» **WHAT YOU WILL DO**: The word to find is "Format". Copy each line of the material that contains it.

» **MATERIAL FOR THIS TASK**:
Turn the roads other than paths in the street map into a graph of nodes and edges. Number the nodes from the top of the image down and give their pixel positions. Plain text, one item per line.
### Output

* * *

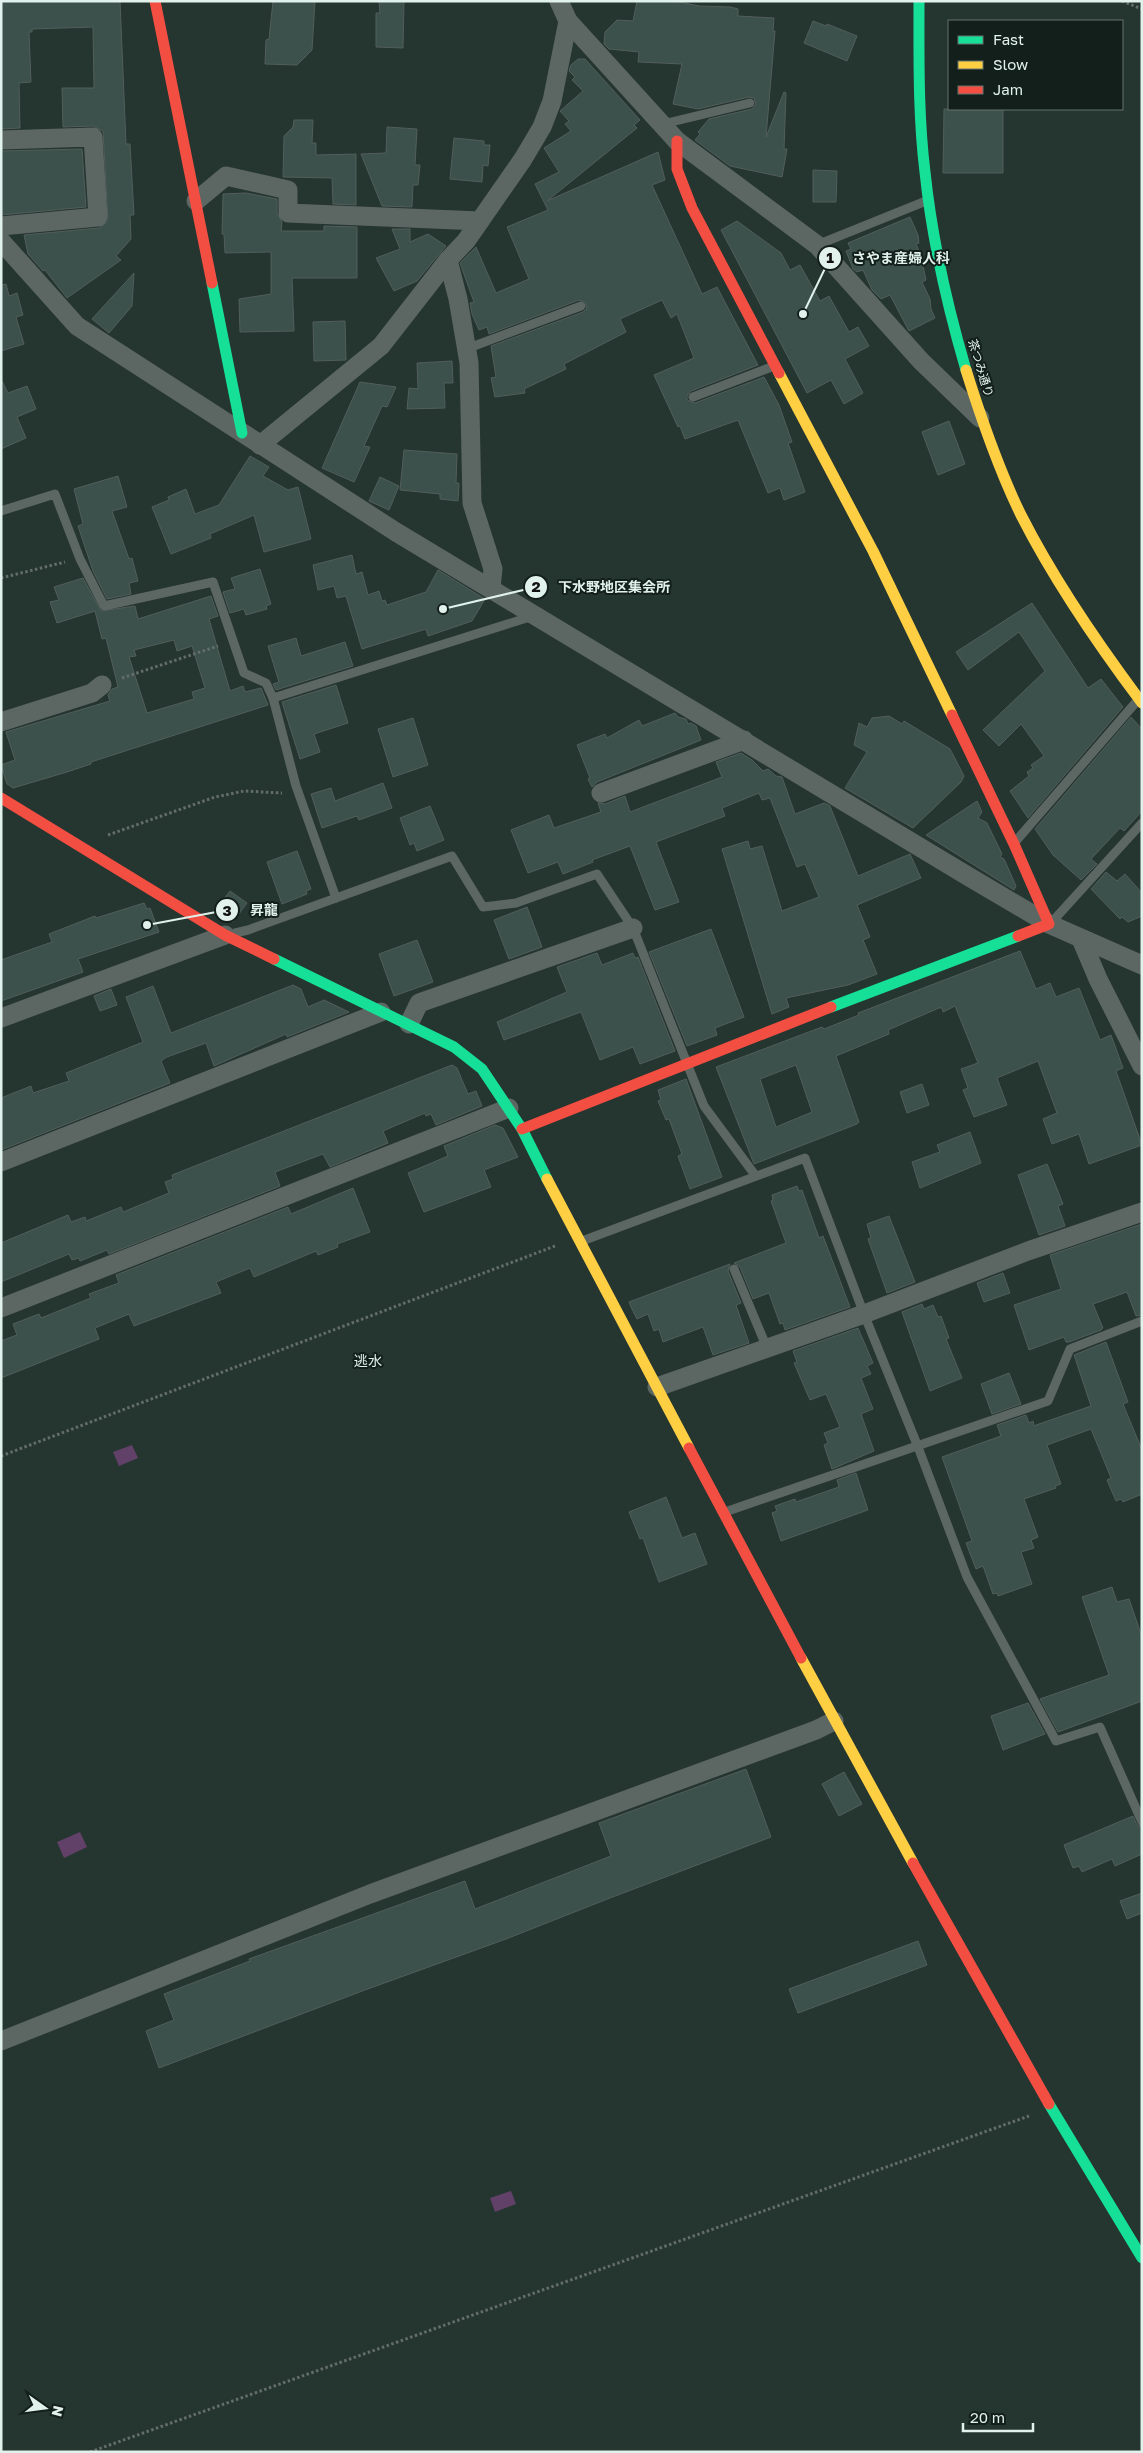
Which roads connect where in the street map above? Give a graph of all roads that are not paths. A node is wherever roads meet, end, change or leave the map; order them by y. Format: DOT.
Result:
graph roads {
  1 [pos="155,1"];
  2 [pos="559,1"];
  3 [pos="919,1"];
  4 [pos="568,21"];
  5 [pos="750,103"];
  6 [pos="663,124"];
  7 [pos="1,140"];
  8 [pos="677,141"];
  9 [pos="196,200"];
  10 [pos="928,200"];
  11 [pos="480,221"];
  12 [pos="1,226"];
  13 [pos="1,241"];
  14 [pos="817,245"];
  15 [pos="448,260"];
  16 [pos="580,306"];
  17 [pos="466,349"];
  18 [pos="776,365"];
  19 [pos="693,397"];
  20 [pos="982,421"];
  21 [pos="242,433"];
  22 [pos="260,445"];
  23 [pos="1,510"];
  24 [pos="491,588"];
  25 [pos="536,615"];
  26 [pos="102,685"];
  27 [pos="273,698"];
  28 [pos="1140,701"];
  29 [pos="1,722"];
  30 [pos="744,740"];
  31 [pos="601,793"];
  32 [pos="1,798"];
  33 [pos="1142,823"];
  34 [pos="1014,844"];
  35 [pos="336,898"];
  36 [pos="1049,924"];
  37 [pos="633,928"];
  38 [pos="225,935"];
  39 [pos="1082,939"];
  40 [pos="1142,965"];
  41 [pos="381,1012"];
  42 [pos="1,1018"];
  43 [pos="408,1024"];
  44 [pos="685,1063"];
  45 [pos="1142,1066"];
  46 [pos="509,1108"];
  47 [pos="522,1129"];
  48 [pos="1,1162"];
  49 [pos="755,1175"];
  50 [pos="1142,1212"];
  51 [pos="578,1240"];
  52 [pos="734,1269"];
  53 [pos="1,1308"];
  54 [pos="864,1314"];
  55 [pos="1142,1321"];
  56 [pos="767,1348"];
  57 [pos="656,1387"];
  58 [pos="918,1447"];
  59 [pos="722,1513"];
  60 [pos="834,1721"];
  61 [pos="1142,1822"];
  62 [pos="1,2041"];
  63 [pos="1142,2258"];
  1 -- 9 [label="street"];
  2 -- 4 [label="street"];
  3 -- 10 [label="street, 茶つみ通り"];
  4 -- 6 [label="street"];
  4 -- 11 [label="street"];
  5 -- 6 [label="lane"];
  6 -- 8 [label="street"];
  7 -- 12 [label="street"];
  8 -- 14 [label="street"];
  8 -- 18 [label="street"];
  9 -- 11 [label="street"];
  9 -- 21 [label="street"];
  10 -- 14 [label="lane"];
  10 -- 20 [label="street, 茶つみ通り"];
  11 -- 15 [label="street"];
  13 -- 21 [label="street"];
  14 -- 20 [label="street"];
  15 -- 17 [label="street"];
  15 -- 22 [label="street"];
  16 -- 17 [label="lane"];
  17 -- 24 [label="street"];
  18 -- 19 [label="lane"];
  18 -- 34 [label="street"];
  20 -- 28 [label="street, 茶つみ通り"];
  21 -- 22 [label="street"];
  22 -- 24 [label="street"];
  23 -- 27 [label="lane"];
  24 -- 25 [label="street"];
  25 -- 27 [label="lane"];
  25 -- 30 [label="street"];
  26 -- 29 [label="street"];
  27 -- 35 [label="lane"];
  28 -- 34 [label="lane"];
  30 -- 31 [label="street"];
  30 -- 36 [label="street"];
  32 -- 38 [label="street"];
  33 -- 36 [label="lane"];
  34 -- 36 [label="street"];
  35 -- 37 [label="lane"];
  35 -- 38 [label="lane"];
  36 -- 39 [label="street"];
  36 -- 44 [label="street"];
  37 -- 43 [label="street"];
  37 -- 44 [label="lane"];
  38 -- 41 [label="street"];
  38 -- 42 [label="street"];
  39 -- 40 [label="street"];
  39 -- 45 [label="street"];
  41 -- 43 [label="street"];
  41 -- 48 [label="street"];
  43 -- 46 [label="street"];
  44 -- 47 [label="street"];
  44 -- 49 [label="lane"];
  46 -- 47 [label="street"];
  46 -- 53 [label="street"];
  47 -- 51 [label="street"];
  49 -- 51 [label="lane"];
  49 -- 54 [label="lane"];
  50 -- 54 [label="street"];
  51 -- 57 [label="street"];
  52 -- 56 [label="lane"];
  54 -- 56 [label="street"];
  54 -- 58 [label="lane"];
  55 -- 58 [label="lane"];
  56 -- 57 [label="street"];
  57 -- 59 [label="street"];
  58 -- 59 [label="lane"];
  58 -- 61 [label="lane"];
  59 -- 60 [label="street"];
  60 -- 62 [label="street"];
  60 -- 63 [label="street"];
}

...

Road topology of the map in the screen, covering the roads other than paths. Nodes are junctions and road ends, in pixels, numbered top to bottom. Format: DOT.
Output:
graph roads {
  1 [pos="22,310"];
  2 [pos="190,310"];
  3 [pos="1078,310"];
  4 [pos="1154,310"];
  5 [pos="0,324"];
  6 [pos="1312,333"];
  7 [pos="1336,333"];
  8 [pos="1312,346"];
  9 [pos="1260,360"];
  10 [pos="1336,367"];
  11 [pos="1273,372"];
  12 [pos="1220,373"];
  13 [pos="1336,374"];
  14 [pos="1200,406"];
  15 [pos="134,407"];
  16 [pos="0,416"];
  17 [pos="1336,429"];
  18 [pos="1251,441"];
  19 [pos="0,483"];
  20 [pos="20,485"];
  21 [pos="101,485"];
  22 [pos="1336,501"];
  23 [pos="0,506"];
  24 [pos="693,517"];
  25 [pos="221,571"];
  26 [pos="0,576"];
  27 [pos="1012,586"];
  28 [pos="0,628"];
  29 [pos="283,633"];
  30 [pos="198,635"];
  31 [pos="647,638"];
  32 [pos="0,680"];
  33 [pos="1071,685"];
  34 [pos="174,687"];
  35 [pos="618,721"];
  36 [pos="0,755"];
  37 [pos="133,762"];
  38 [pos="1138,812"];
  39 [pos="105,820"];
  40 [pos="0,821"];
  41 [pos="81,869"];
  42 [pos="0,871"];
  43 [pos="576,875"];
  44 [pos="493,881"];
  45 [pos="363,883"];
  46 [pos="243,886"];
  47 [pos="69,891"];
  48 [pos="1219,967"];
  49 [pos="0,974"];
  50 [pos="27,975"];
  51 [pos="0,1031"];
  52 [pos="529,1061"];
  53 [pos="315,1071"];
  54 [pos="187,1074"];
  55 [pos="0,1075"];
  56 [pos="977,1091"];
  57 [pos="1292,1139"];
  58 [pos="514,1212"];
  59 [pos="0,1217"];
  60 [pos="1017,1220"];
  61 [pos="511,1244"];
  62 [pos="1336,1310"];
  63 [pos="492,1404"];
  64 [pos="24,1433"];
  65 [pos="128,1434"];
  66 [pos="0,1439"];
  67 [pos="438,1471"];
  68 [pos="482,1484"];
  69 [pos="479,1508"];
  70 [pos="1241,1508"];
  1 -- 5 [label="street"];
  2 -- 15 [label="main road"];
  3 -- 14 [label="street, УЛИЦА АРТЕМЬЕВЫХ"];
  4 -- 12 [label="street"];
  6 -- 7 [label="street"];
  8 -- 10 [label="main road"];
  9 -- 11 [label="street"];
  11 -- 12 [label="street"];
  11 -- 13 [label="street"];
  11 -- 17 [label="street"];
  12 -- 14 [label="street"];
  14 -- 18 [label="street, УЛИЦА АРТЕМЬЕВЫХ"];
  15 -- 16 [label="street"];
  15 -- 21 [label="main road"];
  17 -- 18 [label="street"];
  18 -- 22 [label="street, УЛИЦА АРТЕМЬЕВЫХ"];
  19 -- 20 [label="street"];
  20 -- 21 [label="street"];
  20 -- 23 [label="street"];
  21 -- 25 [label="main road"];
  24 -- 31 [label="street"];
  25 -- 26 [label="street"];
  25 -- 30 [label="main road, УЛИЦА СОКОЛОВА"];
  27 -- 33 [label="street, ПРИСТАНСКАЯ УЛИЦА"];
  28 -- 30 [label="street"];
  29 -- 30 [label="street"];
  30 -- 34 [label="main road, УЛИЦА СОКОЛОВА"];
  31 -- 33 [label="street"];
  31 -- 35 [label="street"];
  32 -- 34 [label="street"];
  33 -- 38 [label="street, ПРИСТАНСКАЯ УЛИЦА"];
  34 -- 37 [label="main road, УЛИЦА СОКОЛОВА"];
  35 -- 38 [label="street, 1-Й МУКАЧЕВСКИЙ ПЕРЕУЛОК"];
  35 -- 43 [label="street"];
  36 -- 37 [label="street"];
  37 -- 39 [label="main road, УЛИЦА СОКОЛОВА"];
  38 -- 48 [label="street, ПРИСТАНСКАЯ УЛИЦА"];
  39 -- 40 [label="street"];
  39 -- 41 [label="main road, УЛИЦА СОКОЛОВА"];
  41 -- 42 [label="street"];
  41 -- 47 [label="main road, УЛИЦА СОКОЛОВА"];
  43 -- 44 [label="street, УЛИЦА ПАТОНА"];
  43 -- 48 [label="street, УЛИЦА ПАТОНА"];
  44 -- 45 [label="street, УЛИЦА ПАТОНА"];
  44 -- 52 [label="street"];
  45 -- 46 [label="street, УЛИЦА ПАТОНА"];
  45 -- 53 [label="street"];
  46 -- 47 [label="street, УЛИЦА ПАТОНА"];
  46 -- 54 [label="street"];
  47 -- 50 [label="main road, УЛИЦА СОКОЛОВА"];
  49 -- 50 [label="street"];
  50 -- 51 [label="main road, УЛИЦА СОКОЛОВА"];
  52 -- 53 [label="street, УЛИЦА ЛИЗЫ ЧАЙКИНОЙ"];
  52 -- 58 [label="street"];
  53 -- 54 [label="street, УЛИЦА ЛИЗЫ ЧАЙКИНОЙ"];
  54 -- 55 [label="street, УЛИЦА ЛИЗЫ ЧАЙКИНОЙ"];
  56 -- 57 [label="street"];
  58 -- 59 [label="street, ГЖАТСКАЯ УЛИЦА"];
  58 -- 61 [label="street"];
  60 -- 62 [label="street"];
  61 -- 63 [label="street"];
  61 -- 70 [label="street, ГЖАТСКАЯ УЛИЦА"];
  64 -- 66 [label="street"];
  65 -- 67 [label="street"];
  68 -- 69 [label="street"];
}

» **WRITTEN ANSWER**:
Which roads connect where in the street map above? Give a graph of all roads that are not paths. A node is wherever roads meet, end, change or leave the map; order them by y. Format: DOT.
Road topology of the map in the screen, covering the roads other than paths. Nodes are junctions and road ends, in pixels, numbered top to bottom. Format: DOT.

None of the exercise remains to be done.